### Required work
Exclude images and print all the records verbatim.

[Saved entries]
>>>

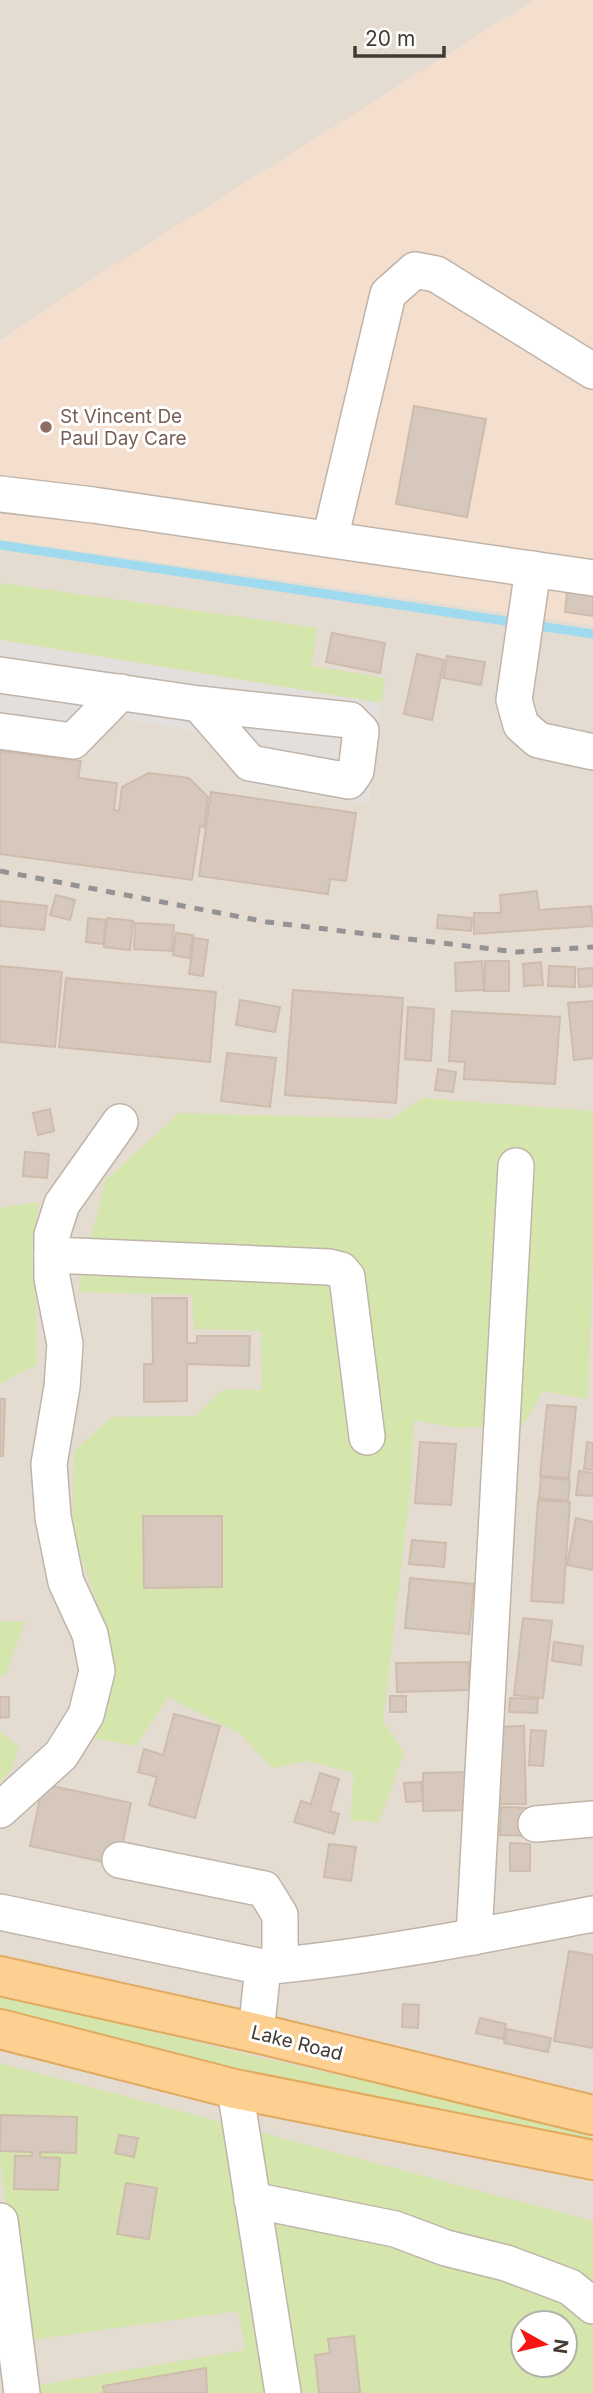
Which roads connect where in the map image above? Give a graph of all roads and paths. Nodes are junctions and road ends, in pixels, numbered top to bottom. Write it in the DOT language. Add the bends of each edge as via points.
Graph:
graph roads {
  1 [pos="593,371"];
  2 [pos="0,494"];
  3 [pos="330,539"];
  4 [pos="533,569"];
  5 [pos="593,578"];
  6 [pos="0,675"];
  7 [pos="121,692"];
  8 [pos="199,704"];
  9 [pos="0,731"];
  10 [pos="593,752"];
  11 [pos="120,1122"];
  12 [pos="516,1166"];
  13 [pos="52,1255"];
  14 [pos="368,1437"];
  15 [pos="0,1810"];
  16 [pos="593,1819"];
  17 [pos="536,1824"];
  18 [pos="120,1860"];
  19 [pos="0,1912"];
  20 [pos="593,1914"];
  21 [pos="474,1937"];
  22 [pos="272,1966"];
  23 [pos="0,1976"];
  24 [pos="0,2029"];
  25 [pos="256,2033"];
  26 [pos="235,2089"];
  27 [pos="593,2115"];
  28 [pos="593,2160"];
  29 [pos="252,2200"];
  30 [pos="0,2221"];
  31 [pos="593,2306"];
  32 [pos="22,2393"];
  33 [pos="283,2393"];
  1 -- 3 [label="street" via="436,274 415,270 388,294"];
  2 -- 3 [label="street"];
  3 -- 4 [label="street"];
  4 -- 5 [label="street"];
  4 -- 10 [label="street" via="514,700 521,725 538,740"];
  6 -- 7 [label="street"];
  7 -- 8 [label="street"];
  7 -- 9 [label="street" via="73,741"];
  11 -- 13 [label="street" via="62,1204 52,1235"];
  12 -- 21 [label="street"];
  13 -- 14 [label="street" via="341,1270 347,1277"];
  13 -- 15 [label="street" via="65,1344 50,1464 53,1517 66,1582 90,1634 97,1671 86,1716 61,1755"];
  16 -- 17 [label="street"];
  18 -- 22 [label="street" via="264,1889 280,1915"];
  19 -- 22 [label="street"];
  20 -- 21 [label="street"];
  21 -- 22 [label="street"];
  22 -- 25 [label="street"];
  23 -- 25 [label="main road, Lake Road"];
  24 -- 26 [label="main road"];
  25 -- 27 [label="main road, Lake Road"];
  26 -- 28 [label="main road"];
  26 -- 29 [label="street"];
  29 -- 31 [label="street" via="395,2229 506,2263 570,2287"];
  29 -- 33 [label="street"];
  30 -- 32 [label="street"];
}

<<<

### Final answer
Which roads connect where in the map image above? Give a graph of all roads and paths. Nodes are junctions and road ends, in pixels, numbered top to bottom. Write it in the DOT language. Add the bends of each edge as via points.
Graph:
graph roads {
  1 [pos="593,371"];
  2 [pos="0,494"];
  3 [pos="330,539"];
  4 [pos="533,569"];
  5 [pos="593,578"];
  6 [pos="0,675"];
  7 [pos="121,692"];
  8 [pos="199,704"];
  9 [pos="0,731"];
  10 [pos="593,752"];
  11 [pos="120,1122"];
  12 [pos="516,1166"];
  13 [pos="52,1255"];
  14 [pos="368,1437"];
  15 [pos="0,1810"];
  16 [pos="593,1819"];
  17 [pos="536,1824"];
  18 [pos="120,1860"];
  19 [pos="0,1912"];
  20 [pos="593,1914"];
  21 [pos="474,1937"];
  22 [pos="272,1966"];
  23 [pos="0,1976"];
  24 [pos="0,2029"];
  25 [pos="256,2033"];
  26 [pos="235,2089"];
  27 [pos="593,2115"];
  28 [pos="593,2160"];
  29 [pos="252,2200"];
  30 [pos="0,2221"];
  31 [pos="593,2306"];
  32 [pos="22,2393"];
  33 [pos="283,2393"];
  1 -- 3 [label="street" via="436,274 415,270 388,294"];
  2 -- 3 [label="street"];
  3 -- 4 [label="street"];
  4 -- 5 [label="street"];
  4 -- 10 [label="street" via="514,700 521,725 538,740"];
  6 -- 7 [label="street"];
  7 -- 8 [label="street"];
  7 -- 9 [label="street" via="73,741"];
  11 -- 13 [label="street" via="62,1204 52,1235"];
  12 -- 21 [label="street"];
  13 -- 14 [label="street" via="341,1270 347,1277"];
  13 -- 15 [label="street" via="65,1344 50,1464 53,1517 66,1582 90,1634 97,1671 86,1716 61,1755"];
  16 -- 17 [label="street"];
  18 -- 22 [label="street" via="264,1889 280,1915"];
  19 -- 22 [label="street"];
  20 -- 21 [label="street"];
  21 -- 22 [label="street"];
  22 -- 25 [label="street"];
  23 -- 25 [label="main road, Lake Road"];
  24 -- 26 [label="main road"];
  25 -- 27 [label="main road, Lake Road"];
  26 -- 28 [label="main road"];
  26 -- 29 [label="street"];
  29 -- 31 [label="street" via="395,2229 506,2263 570,2287"];
  29 -- 33 [label="street"];
  30 -- 32 [label="street"];
}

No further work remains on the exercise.